* What is required
Repeat each entry as written, dropping any picture you find.

* Provided data

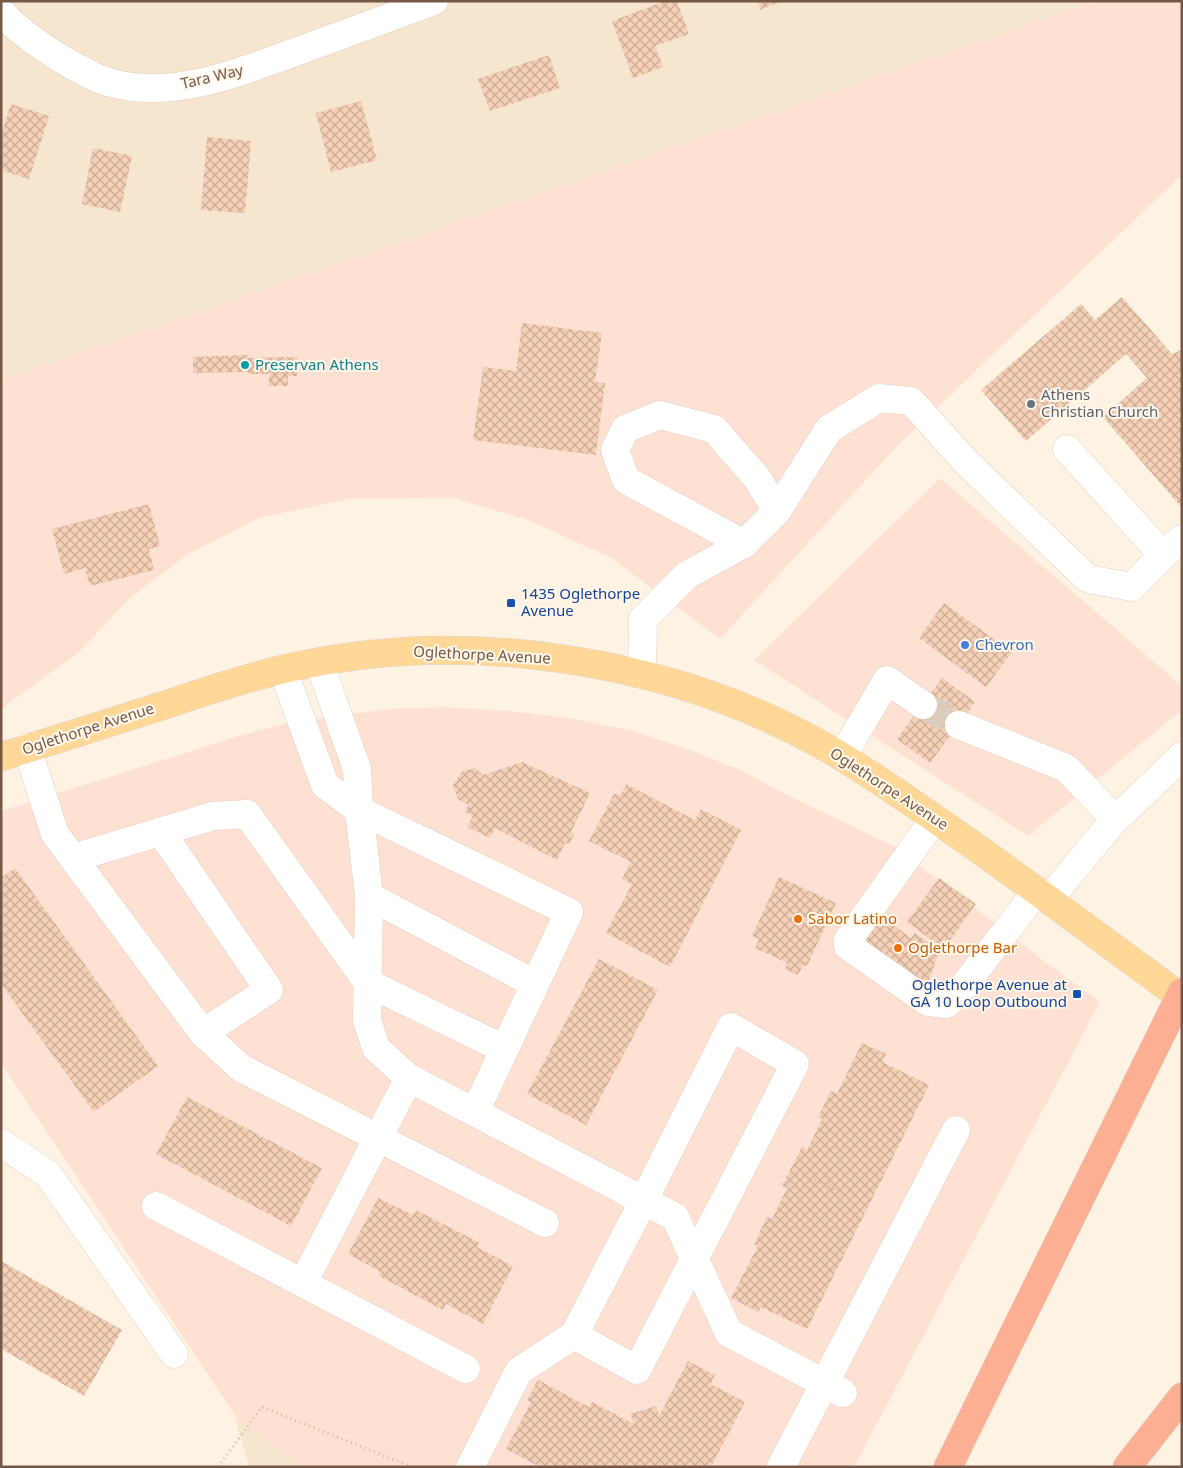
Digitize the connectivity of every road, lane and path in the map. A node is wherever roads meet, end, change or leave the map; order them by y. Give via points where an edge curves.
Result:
1 (434, 1) edge
2 (1, 12) edge
3 (1067, 449) dead end
4 (777, 511) junction
5 (744, 544) junction
6 (1172, 547) edge
7 (319, 662) junction
8 (283, 670) junction
9 (642, 674) junction
10 (923, 705) tunnel mouth
11 (959, 725) tunnel mouth
12 (27, 748) junction
13 (1182, 756) edge
14 (1, 757) edge
15 (842, 757) junction
16 (359, 810) junction
17 (935, 818) junction
18 (1116, 819) junction
19 (161, 832) junction
20 (73, 858) junction
21 (1043, 895) junction
22 (369, 896) junction
23 (368, 983) junction
24 (535, 984) junction
25 (1181, 996) edge
26 (203, 1034) junction
27 (504, 1049) junction
28 (409, 1078) junction
29 (475, 1112) junction
30 (956, 1130) dead end
31 (378, 1138) junction
32 (1, 1144) edge
33 (815, 1180) dead end
34 (844, 1194) dead end
35 (644, 1200) junction
36 (156, 1206) dead end
37 (544, 1223) dead end
38 (694, 1258) junction
39 (303, 1283) junction
40 (574, 1335) junction
41 (174, 1354) dead end
42 (466, 1369) dead end
43 (834, 1388) junction
44 (1182, 1397) edge
45 (218, 1467) edge
46 (412, 1467) edge
47 (470, 1467) edge
48 (781, 1467) edge
49 (948, 1467) edge
50 (1127, 1467) edge

1 - 2 street, Tara Way via 236,73 198,84 165,87 135,87 108,82 79,70 35,42
3 - 6 street
4 - 5 street
4 - 5 street via 757,478 714,429 660,415 625,429 615,450 626,480
4 - 6 street via 829,429 879,398 911,401 966,462 1088,579 1132,587
5 - 9 street via 687,575 643,619
7 - 8 main road, Oglethorpe Avenue
7 - 9 main road, Oglethorpe Avenue via 403,651 508,653 596,664
7 - 16 street via 356,769
8 - 12 main road, Oglethorpe Avenue
8 - 16 street via 325,785
9 - 15 main road, Oglethorpe Avenue via 694,689 759,714
10 - 15 street via 887,680
11 - 18 street via 1066,768
12 - 14 main road, Oglethorpe Avenue
12 - 20 street via 55,834
13 - 18 street
15 - 17 main road, Oglethorpe Avenue
16 - 22 street
16 - 24 street via 569,912
17 - 21 main road, Oglethorpe Avenue
17 - 21 street via 848,940 848,946 928,1002 946,1004
18 - 21 street via 1070,871
19 - 20 street
19 - 23 street via 213,816 247,814
19 - 26 street via 269,990
20 - 26 street
21 - 25 main road, Oglethorpe Avenue
22 - 23 street
22 - 24 street
23 - 27 street
23 - 28 street via 367,1020 376,1048
24 - 27 street
25 - 49 highway
26 - 31 street via 241,1068
27 - 29 street
28 - 29 street
28 - 31 street
29 - 35 street
30 - 43 street
31 - 37 street
31 - 39 street
32 - 41 street via 48,1174
33 - 34 path
35 - 38 street via 675,1216
35 - 38 street via 731,1027 795,1064
35 - 40 street
36 - 39 street
38 - 40 street via 637,1370
38 - 43 street via 729,1333
39 - 42 street
40 - 47 street via 519,1370
43 - 48 street
44 - 50 highway
45 - 46 path via 262,1407

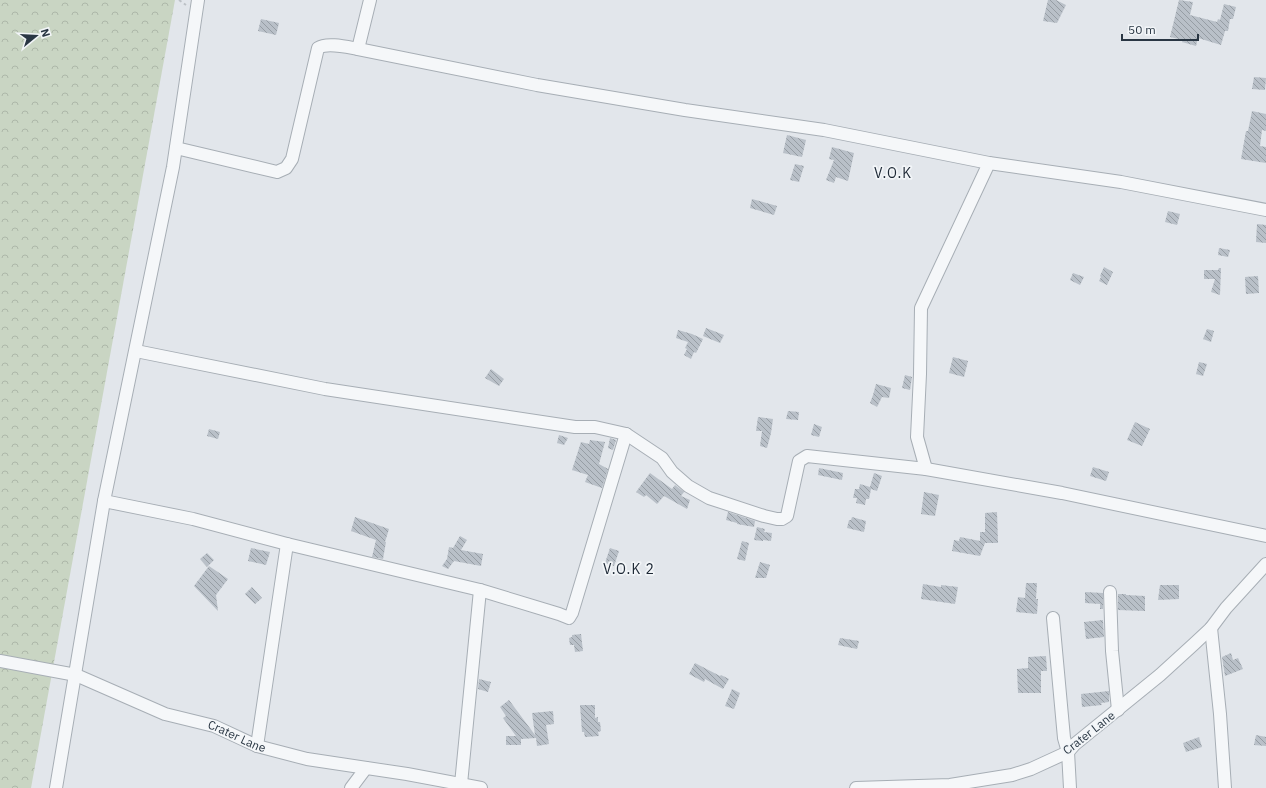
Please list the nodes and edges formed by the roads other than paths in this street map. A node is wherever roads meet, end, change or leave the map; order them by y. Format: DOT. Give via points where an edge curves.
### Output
graph roads {
  1 [pos="198,0"];
  2 [pos="370,0"];
  3 [pos="358,49"];
  4 [pos="176,148"];
  5 [pos="989,163"];
  6 [pos="1266,210"];
  7 [pos="136,351"];
  8 [pos="626,434"];
  9 [pos="926,469"];
  10 [pos="104,500"];
  11 [pos="1266,536"];
  12 [pos="287,544"];
  13 [pos="1266,564"];
  14 [pos="480,590"];
  15 [pos="1110,592"];
  16 [pos="1053,618"];
  17 [pos="1211,628"];
  18 [pos="0,661"];
  19 [pos="76,675"];
  20 [pos="1118,710"];
  21 [pos="257,746"];
  22 [pos="1068,752"];
  23 [pos="366,768"];
  24 [pos="461,784"];
  25 [pos="56,788"];
  26 [pos="351,788"];
  27 [pos="481,788"];
  28 [pos="856,788"];
  29 [pos="868,788"];
  30 [pos="1070,788"];
  31 [pos="1224,788"];
  1 -- 4 [label="street"];
  2 -- 3 [label="street"];
  3 -- 4 [label="street" via="323,45 318,48 292,159 286,168 276,172"];
  3 -- 5 [label="street" via="537,85 824,130"];
  4 -- 7 [label="street"];
  5 -- 6 [label="street" via="1121,182"];
  5 -- 9 [label="street" via="921,308 917,437"];
  7 -- 8 [label="street" via="324,390 575,427 595,427"];
  7 -- 10 [label="street"];
  8 -- 9 [label="street" via="662,458 672,472 688,486 709,498 777,519 788,516 799,461 807,456"];
  8 -- 14 [label="street" via="569,618"];
  9 -- 11 [label="street" via="1062,493"];
  10 -- 12 [label="street" via="193,519"];
  10 -- 19 [label="street"];
  12 -- 14 [label="street"];
  12 -- 21 [label="street"];
  13 -- 17 [label="street, Crater Lane"];
  14 -- 24 [label="street"];
  15 -- 20 [label="street"];
  16 -- 22 [label="street" via="1064,738"];
  17 -- 20 [label="street, Crater Lane"];
  17 -- 31 [label="street" via="1220,714"];
  18 -- 19 [label="street, Crater Lane"];
  19 -- 21 [label="street, Crater Lane" via="165,714 214,726"];
  19 -- 25 [label="street"];
  20 -- 22 [label="street, Crater Lane"];
  21 -- 23 [label="street, Crater Lane" via="307,759"];
  22 -- 29 [label="street, Crater Lane" via="1012,775 950,785"];
  22 -- 30 [label="street"];
  23 -- 24 [label="street, Crater Lane"];
  23 -- 26 [label="street"];
  24 -- 27 [label="street, Crater Lane"];
  28 -- 29 [label="street, Crater Lane"];
}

* Result of the task
Digitize the connectivity of every road, lane and path in the map. A node is wherever roads meet, end, change or leave the map; order them by y. Give via points where an edge curves.
Result:
1 (434, 1) edge
2 (1, 12) edge
3 (1067, 449) dead end
4 (777, 511) junction
5 (744, 544) junction
6 (1172, 547) edge
7 (319, 662) junction
8 (283, 670) junction
9 (642, 674) junction
10 (923, 705) tunnel mouth
11 (959, 725) tunnel mouth
12 (27, 748) junction
13 (1182, 756) edge
14 (1, 757) edge
15 (842, 757) junction
16 (359, 810) junction
17 (935, 818) junction
18 (1116, 819) junction
19 (161, 832) junction
20 (73, 858) junction
21 (1043, 895) junction
22 (369, 896) junction
23 (368, 983) junction
24 (535, 984) junction
25 (1181, 996) edge
26 (203, 1034) junction
27 (504, 1049) junction
28 (409, 1078) junction
29 (475, 1112) junction
30 (956, 1130) dead end
31 (378, 1138) junction
32 (1, 1144) edge
33 (815, 1180) dead end
34 (844, 1194) dead end
35 (644, 1200) junction
36 (156, 1206) dead end
37 (544, 1223) dead end
38 (694, 1258) junction
39 (303, 1283) junction
40 (574, 1335) junction
41 (174, 1354) dead end
42 (466, 1369) dead end
43 (834, 1388) junction
44 (1182, 1397) edge
45 (218, 1467) edge
46 (412, 1467) edge
47 (470, 1467) edge
48 (781, 1467) edge
49 (948, 1467) edge
50 (1127, 1467) edge

1 - 2 street, Tara Way via 236,73 198,84 165,87 135,87 108,82 79,70 35,42
3 - 6 street
4 - 5 street
4 - 5 street via 757,478 714,429 660,415 625,429 615,450 626,480
4 - 6 street via 829,429 879,398 911,401 966,462 1088,579 1132,587
5 - 9 street via 687,575 643,619
7 - 8 main road, Oglethorpe Avenue
7 - 9 main road, Oglethorpe Avenue via 403,651 508,653 596,664
7 - 16 street via 356,769
8 - 12 main road, Oglethorpe Avenue
8 - 16 street via 325,785
9 - 15 main road, Oglethorpe Avenue via 694,689 759,714
10 - 15 street via 887,680
11 - 18 street via 1066,768
12 - 14 main road, Oglethorpe Avenue
12 - 20 street via 55,834
13 - 18 street
15 - 17 main road, Oglethorpe Avenue
16 - 22 street
16 - 24 street via 569,912
17 - 21 main road, Oglethorpe Avenue
17 - 21 street via 848,940 848,946 928,1002 946,1004
18 - 21 street via 1070,871
19 - 20 street
19 - 23 street via 213,816 247,814
19 - 26 street via 269,990
20 - 26 street
21 - 25 main road, Oglethorpe Avenue
22 - 23 street
22 - 24 street
23 - 27 street
23 - 28 street via 367,1020 376,1048
24 - 27 street
25 - 49 highway
26 - 31 street via 241,1068
27 - 29 street
28 - 29 street
28 - 31 street
29 - 35 street
30 - 43 street
31 - 37 street
31 - 39 street
32 - 41 street via 48,1174
33 - 34 path
35 - 38 street via 675,1216
35 - 38 street via 731,1027 795,1064
35 - 40 street
36 - 39 street
38 - 40 street via 637,1370
38 - 43 street via 729,1333
39 - 42 street
40 - 47 street via 519,1370
43 - 48 street
44 - 50 highway
45 - 46 path via 262,1407

Please list the nodes and edges formed by the roads other than paths in this street map. A node is wherever roads meet, end, change or leave the map; order them by y. Format: DOT. Give via points where an edge curves.
### Output
graph roads {
  1 [pos="198,0"];
  2 [pos="370,0"];
  3 [pos="358,49"];
  4 [pos="176,148"];
  5 [pos="989,163"];
  6 [pos="1266,210"];
  7 [pos="136,351"];
  8 [pos="626,434"];
  9 [pos="926,469"];
  10 [pos="104,500"];
  11 [pos="1266,536"];
  12 [pos="287,544"];
  13 [pos="1266,564"];
  14 [pos="480,590"];
  15 [pos="1110,592"];
  16 [pos="1053,618"];
  17 [pos="1211,628"];
  18 [pos="0,661"];
  19 [pos="76,675"];
  20 [pos="1118,710"];
  21 [pos="257,746"];
  22 [pos="1068,752"];
  23 [pos="366,768"];
  24 [pos="461,784"];
  25 [pos="56,788"];
  26 [pos="351,788"];
  27 [pos="481,788"];
  28 [pos="856,788"];
  29 [pos="868,788"];
  30 [pos="1070,788"];
  31 [pos="1224,788"];
  1 -- 4 [label="street"];
  2 -- 3 [label="street"];
  3 -- 4 [label="street" via="323,45 318,48 292,159 286,168 276,172"];
  3 -- 5 [label="street" via="537,85 824,130"];
  4 -- 7 [label="street"];
  5 -- 6 [label="street" via="1121,182"];
  5 -- 9 [label="street" via="921,308 917,437"];
  7 -- 8 [label="street" via="324,390 575,427 595,427"];
  7 -- 10 [label="street"];
  8 -- 9 [label="street" via="662,458 672,472 688,486 709,498 777,519 788,516 799,461 807,456"];
  8 -- 14 [label="street" via="569,618"];
  9 -- 11 [label="street" via="1062,493"];
  10 -- 12 [label="street" via="193,519"];
  10 -- 19 [label="street"];
  12 -- 14 [label="street"];
  12 -- 21 [label="street"];
  13 -- 17 [label="street, Crater Lane"];
  14 -- 24 [label="street"];
  15 -- 20 [label="street"];
  16 -- 22 [label="street" via="1064,738"];
  17 -- 20 [label="street, Crater Lane"];
  17 -- 31 [label="street" via="1220,714"];
  18 -- 19 [label="street, Crater Lane"];
  19 -- 21 [label="street, Crater Lane" via="165,714 214,726"];
  19 -- 25 [label="street"];
  20 -- 22 [label="street, Crater Lane"];
  21 -- 23 [label="street, Crater Lane" via="307,759"];
  22 -- 29 [label="street, Crater Lane" via="1012,775 950,785"];
  22 -- 30 [label="street"];
  23 -- 24 [label="street, Crater Lane"];
  23 -- 26 [label="street"];
  24 -- 27 [label="street, Crater Lane"];
  28 -- 29 [label="street, Crater Lane"];
}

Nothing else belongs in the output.